I guess I dont travel in nearly as colorful of places as you all do. I dont understand some of the stuff you all are saying. I consider myself an artist and I have a very artistic family. Success in the use of my art has not come in the form of monetary gain, but rather in what it can do for myself and others on a more signifcant level. It helps me hash out my thoughts and inspire me. More importantly though, I think success comes from bringing joy to others.

I have never come across the negative stuff mentioned ...
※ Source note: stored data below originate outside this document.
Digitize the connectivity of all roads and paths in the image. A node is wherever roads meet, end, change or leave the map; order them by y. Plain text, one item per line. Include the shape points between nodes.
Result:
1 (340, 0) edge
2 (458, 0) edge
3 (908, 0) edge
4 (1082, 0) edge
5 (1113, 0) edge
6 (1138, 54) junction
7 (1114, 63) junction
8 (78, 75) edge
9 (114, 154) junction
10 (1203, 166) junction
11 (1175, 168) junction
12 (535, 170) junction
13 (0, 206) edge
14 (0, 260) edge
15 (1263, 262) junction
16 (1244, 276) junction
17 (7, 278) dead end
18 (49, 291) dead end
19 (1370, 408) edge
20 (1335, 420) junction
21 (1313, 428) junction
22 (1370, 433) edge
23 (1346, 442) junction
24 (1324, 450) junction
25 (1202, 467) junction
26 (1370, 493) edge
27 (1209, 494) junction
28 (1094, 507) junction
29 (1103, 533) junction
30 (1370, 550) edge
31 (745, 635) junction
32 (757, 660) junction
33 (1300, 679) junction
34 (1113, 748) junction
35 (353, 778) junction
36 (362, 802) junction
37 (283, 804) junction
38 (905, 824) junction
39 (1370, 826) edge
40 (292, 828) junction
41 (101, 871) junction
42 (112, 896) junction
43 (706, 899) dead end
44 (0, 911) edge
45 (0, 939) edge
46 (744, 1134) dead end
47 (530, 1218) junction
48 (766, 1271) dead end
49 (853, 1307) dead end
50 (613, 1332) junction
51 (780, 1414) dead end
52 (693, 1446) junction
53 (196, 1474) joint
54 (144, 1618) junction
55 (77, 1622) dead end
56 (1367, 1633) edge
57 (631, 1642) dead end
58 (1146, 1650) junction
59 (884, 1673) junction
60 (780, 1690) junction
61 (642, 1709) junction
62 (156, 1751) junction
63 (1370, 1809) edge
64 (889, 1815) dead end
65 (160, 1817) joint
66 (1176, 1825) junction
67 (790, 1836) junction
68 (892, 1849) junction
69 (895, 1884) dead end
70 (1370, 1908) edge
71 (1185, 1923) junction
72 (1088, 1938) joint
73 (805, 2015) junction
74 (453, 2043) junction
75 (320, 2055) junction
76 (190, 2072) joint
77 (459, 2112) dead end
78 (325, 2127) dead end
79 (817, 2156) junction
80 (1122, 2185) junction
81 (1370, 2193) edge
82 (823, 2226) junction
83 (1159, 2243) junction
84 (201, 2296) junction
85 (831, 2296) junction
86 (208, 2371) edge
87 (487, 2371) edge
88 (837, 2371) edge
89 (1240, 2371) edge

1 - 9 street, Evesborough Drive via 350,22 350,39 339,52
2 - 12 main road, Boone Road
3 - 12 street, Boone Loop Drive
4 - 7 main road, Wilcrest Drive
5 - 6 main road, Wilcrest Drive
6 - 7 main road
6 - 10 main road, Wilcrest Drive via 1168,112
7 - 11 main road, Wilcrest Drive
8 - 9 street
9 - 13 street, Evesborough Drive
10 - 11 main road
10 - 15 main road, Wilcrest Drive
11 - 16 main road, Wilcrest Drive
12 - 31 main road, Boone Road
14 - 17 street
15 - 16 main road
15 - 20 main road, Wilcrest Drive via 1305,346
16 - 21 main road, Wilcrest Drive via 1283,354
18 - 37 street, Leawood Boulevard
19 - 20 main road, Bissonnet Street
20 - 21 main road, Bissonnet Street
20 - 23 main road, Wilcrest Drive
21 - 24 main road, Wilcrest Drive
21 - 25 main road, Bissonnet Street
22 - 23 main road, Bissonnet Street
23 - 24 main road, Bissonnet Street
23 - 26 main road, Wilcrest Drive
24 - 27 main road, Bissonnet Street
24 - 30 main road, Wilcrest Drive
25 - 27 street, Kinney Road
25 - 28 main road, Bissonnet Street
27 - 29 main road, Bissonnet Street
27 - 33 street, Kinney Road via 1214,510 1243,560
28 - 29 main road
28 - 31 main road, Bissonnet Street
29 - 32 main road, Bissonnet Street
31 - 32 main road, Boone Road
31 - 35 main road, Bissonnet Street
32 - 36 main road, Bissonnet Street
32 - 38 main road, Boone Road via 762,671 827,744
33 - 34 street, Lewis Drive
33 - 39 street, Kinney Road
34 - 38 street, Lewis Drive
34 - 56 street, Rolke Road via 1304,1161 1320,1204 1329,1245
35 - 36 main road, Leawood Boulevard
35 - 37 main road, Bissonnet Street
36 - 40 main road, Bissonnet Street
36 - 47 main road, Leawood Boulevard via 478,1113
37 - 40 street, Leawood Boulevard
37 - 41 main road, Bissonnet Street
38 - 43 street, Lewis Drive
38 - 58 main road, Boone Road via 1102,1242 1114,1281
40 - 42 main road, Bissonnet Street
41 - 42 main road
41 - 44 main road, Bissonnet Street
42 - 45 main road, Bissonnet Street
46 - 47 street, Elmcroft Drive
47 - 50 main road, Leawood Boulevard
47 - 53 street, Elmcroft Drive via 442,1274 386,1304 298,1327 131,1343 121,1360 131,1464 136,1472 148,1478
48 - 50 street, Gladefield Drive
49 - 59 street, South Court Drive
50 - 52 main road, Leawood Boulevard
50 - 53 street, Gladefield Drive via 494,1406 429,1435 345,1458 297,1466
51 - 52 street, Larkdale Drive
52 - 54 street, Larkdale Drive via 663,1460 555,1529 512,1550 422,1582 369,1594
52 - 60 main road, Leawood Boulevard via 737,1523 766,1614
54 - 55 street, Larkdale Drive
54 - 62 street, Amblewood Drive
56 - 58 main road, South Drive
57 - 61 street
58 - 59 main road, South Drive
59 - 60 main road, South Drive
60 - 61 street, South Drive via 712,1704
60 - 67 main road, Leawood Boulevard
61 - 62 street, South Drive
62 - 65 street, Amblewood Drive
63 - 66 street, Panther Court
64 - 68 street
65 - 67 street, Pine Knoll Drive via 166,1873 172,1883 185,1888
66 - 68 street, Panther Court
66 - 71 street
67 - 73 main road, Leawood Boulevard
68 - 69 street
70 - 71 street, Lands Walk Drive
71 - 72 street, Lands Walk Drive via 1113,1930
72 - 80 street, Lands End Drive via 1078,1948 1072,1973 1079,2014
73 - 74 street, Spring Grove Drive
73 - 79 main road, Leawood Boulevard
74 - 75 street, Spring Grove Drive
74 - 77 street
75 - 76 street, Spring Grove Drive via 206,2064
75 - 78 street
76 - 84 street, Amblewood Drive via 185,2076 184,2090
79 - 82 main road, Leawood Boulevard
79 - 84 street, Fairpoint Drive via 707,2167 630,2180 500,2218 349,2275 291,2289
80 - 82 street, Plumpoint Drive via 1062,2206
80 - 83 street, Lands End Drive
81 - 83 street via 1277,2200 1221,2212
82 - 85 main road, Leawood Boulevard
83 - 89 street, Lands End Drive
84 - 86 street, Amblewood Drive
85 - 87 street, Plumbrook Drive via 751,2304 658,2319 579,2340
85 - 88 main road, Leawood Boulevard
I guess it's got to do with a delicate matter of doing something for living oposed to a secret of living for doing something that I have to admit that I've been letting aside :-[ ... Daily rush deceives a man very easily. :hmm:

Great to talk with you all, though! :) Many opinions help to bring back good thought & sense about different subjects!



Is Hans Beck an artist?

see attachment ("borowed" from Tricorne Jack)
Both Van Gogh and Rembrandt died paupers

Hans Beck was an artist I think (though he probably considered himself a designer)


thoughts, thoughts :!:

Art portrays the present; present not always is easily understood
Art and the artist who produces it may have different endings, or
The artist and his art may have different endings

There's no art without craft
There is creation without craft
Craft involves creation, but not creation of something new necessarily

An artist may not be intending to make art, when he's simply doing his ... craft


G.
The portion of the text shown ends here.